— Work item —
Copy out, exactly, the first line of the entries below and every line after it through the one containing "Digitize the connectivity".

[Stored data]
* * * * * * *

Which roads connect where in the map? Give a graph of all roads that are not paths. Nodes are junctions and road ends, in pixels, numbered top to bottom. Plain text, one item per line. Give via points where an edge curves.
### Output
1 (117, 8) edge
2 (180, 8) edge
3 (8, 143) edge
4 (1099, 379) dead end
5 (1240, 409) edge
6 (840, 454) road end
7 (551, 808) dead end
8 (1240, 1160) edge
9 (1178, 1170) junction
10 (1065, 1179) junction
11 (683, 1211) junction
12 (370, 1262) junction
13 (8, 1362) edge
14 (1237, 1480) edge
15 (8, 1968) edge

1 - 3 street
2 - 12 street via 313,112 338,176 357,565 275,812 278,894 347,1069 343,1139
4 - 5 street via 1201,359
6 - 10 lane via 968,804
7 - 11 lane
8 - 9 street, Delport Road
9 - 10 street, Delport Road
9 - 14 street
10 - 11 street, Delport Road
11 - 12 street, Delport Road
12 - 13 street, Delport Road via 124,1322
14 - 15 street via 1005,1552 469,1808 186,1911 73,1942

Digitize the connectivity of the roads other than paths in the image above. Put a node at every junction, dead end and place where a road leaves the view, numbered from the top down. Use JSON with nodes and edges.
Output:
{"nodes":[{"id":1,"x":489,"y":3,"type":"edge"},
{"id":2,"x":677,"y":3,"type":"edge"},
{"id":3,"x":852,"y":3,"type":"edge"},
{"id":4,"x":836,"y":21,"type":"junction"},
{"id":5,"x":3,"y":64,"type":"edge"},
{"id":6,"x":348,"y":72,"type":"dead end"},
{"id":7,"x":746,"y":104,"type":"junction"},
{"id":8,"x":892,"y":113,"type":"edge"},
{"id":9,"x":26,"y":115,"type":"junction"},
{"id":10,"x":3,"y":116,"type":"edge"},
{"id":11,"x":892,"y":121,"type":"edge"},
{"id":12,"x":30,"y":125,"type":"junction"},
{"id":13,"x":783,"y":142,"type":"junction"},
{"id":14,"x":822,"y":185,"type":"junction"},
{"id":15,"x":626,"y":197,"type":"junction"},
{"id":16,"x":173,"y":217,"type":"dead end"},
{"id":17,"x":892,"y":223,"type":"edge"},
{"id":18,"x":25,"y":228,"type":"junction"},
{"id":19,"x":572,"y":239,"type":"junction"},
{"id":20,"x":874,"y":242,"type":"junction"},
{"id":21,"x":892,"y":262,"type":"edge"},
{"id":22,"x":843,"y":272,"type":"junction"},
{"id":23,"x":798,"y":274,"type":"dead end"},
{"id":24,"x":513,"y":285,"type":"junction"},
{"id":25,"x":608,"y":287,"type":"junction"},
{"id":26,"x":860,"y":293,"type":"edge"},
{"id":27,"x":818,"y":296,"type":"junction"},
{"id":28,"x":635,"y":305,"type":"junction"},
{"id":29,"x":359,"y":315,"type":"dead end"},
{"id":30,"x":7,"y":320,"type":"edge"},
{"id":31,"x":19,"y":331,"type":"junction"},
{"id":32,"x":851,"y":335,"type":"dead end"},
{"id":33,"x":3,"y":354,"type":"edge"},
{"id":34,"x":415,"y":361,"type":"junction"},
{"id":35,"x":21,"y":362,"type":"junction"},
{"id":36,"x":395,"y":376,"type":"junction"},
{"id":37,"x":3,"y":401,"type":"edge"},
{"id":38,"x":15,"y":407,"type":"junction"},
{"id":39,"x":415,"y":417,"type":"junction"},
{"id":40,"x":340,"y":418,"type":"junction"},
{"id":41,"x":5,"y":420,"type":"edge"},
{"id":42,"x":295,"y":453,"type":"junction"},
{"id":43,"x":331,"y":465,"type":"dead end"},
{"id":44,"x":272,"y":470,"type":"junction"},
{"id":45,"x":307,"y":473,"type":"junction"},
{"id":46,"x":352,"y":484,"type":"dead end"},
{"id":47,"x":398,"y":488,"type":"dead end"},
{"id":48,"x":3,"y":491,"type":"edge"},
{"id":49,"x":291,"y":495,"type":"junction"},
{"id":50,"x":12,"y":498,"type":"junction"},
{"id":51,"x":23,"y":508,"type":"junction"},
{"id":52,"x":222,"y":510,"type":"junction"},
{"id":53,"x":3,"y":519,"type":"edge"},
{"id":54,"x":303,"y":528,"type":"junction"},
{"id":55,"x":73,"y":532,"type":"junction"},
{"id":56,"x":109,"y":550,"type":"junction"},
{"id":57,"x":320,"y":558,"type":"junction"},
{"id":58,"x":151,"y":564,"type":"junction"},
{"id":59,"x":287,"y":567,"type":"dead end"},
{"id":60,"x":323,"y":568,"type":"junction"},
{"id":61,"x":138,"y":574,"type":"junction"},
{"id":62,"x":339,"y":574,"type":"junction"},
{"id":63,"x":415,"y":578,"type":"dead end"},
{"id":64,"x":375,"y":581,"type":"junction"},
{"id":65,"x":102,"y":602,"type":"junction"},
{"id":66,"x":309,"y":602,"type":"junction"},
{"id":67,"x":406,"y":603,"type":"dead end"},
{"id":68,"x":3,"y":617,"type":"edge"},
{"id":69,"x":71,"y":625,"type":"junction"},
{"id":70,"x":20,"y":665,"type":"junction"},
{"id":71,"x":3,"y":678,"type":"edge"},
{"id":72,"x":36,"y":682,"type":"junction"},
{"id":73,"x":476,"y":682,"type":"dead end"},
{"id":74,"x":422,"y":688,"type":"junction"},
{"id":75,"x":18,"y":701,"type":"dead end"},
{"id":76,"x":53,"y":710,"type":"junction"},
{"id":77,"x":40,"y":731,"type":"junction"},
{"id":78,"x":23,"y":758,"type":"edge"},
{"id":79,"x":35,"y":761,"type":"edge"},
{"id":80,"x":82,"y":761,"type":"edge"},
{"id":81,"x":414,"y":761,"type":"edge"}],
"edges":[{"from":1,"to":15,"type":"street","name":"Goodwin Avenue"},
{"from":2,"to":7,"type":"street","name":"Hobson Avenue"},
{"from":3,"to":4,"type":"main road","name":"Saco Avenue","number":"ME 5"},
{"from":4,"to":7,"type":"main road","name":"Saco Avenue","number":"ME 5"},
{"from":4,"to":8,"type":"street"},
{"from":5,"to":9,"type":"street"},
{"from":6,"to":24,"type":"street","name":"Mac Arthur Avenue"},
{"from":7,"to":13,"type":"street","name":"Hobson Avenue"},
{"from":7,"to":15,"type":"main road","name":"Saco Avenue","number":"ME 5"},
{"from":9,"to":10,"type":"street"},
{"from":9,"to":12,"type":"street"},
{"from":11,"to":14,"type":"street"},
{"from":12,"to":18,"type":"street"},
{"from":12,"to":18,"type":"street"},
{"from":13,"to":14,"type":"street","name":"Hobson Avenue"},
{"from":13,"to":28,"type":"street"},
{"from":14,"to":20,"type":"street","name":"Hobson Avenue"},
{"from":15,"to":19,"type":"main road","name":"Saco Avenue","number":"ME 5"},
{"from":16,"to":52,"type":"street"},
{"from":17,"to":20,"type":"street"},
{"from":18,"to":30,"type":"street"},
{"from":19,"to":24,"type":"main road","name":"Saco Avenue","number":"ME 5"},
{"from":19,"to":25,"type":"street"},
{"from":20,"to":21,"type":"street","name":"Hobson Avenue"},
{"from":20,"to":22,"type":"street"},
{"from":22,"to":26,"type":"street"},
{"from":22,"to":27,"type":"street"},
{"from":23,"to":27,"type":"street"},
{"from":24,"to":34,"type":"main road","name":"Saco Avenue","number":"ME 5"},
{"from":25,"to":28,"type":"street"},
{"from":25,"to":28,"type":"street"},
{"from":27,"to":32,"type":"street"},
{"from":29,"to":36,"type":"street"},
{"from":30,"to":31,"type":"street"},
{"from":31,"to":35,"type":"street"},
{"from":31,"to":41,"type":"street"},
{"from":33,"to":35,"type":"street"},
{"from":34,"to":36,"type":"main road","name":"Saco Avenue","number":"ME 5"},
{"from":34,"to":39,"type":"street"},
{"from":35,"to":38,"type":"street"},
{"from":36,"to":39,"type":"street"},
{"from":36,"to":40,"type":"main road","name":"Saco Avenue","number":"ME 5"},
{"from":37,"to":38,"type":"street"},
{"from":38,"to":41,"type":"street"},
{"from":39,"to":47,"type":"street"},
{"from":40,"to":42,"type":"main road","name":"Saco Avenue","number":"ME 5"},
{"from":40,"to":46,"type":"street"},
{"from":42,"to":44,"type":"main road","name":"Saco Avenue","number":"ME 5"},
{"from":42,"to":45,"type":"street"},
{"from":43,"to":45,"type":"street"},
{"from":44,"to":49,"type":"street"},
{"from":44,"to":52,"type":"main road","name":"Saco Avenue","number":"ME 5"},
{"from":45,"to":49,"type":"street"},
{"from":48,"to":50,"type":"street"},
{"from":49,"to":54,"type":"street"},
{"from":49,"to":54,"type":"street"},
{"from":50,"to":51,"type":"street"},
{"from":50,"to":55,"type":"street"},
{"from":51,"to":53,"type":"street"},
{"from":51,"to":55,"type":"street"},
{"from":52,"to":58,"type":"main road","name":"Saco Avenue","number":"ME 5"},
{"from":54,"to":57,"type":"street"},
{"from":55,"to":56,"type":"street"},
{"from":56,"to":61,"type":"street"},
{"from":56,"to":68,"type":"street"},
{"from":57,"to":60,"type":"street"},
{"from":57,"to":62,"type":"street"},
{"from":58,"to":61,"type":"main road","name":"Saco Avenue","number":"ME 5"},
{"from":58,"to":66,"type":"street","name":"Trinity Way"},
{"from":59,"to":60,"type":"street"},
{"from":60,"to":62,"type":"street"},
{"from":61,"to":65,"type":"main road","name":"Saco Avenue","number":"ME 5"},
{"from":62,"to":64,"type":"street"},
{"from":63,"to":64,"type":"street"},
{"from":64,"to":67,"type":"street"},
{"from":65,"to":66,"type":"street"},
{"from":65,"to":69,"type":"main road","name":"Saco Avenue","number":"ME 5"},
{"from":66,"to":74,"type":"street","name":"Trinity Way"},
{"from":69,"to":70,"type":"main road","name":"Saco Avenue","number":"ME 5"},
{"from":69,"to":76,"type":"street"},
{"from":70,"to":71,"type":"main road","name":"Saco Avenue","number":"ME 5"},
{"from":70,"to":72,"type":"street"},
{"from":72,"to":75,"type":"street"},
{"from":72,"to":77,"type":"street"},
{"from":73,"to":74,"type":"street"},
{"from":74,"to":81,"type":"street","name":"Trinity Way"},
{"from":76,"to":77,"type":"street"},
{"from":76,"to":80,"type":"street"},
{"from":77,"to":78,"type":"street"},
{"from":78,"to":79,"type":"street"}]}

* * * * * * *

— Problem solution —
Which roads connect where in the map? Give a graph of all roads that are not paths. Nodes are junctions and road ends, in pixels, numbered top to bottom. Plain text, one item per line. Give via points where an edge curves.
### Output
1 (117, 8) edge
2 (180, 8) edge
3 (8, 143) edge
4 (1099, 379) dead end
5 (1240, 409) edge
6 (840, 454) road end
7 (551, 808) dead end
8 (1240, 1160) edge
9 (1178, 1170) junction
10 (1065, 1179) junction
11 (683, 1211) junction
12 (370, 1262) junction
13 (8, 1362) edge
14 (1237, 1480) edge
15 (8, 1968) edge

1 - 3 street
2 - 12 street via 313,112 338,176 357,565 275,812 278,894 347,1069 343,1139
4 - 5 street via 1201,359
6 - 10 lane via 968,804
7 - 11 lane
8 - 9 street, Delport Road
9 - 10 street, Delport Road
9 - 14 street
10 - 11 street, Delport Road
11 - 12 street, Delport Road
12 - 13 street, Delport Road via 124,1322
14 - 15 street via 1005,1552 469,1808 186,1911 73,1942

Digitize the connectivity of the roads other than paths in the image above. Put a node at every junction, dead end and place where a road leaves the view, numbered from the top down. Use JSON with nodes and edges.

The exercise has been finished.